Я остановился, потому что Феденька смотрел на меня во все глаза и как-то блаженно улыбался.
— Ah! mon oncle! — воскликнул он, — vous avez un style…[63] клянусь, я заслушался!
Замечание это слегка смутило меня — в самом деле, я, кажется, чересчур что-то распелся! — но так как речь была уж заведена, то прерывать ее я уже не счел полезным.
— Ну, какой есть, не взыщи! — сказал я, — и будем продолжать. Стало быть, опера, которою ты наслаждаешься, картина, которую ты с восхищением созерцаешь, — всё это дала тебе литература. Мало того: она дала тебе возможность различать добро от зла, она выработала для тебя условия общежития, научила тебя распознавать, что. у тебя есть отечество. Кто поведал тебе:
И дым отечества нам сладок и приятен…
Откуда ты узнал:
О Росс! о род непобедимый!
О твердокаменная грудь!
Всё оттуда же, из этой постылой литературы, которая всякую потребность предусмотрела и на всякую ответ дала. Всё там сказано, всё запечатлено навсегда, дабы снять покровы с твоей умственной дремоты и дать тебе возможность умилиться духом и обратиться к своей совести! О, Федя! ужели всего этого мало, чтобы заслужить вечную признательность, вечное удивление и устранить всякую мысль о жестоком обращении?
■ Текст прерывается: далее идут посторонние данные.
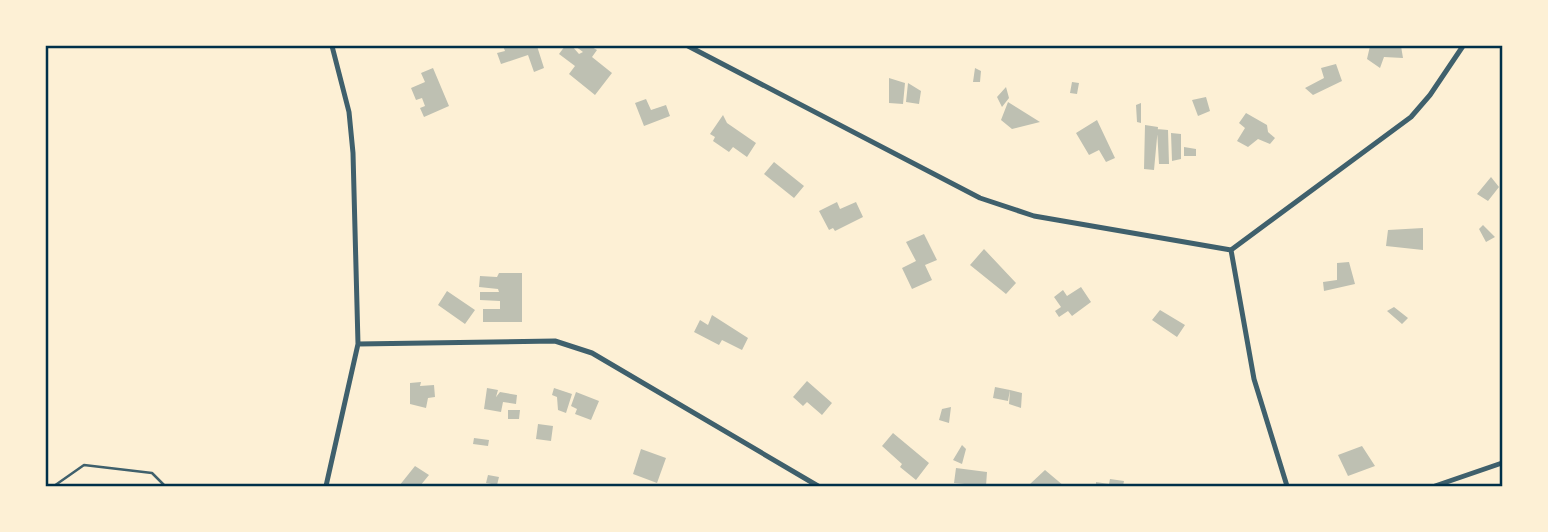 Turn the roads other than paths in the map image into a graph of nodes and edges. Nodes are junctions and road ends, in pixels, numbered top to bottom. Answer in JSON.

— Но разве кто-нибудь спорит…
— Позволь. Но и этого всего мало. Снисходя к твоей слабости, литература допустила для тебя возможность находить удовольствие в обществе «дамочки», кокотки и т. д. Эту кокотку — кто тебе преподнес? эту «дамочку» — кто тебе сформировал? Кто воззвал от ничтожества Дюма-фиса, Белло, Монтепена? Кто сказал им, указывая на тебя: вот малый, который без «дамочки» не будет знать, как с собой поступить, — имейте это в виду на предмет зависящего с вашей стороны распоряжения? Предположим, что это услуга не особенно ценная, но, не будь ее, ты бегал бы за какой-нибудь хавроньей, и те пакости, которые ты теперь объясняешь таким изящным французским языком, ты выражал бы простым хрюканьем. Ужели и это не заслуживает твоей признательности?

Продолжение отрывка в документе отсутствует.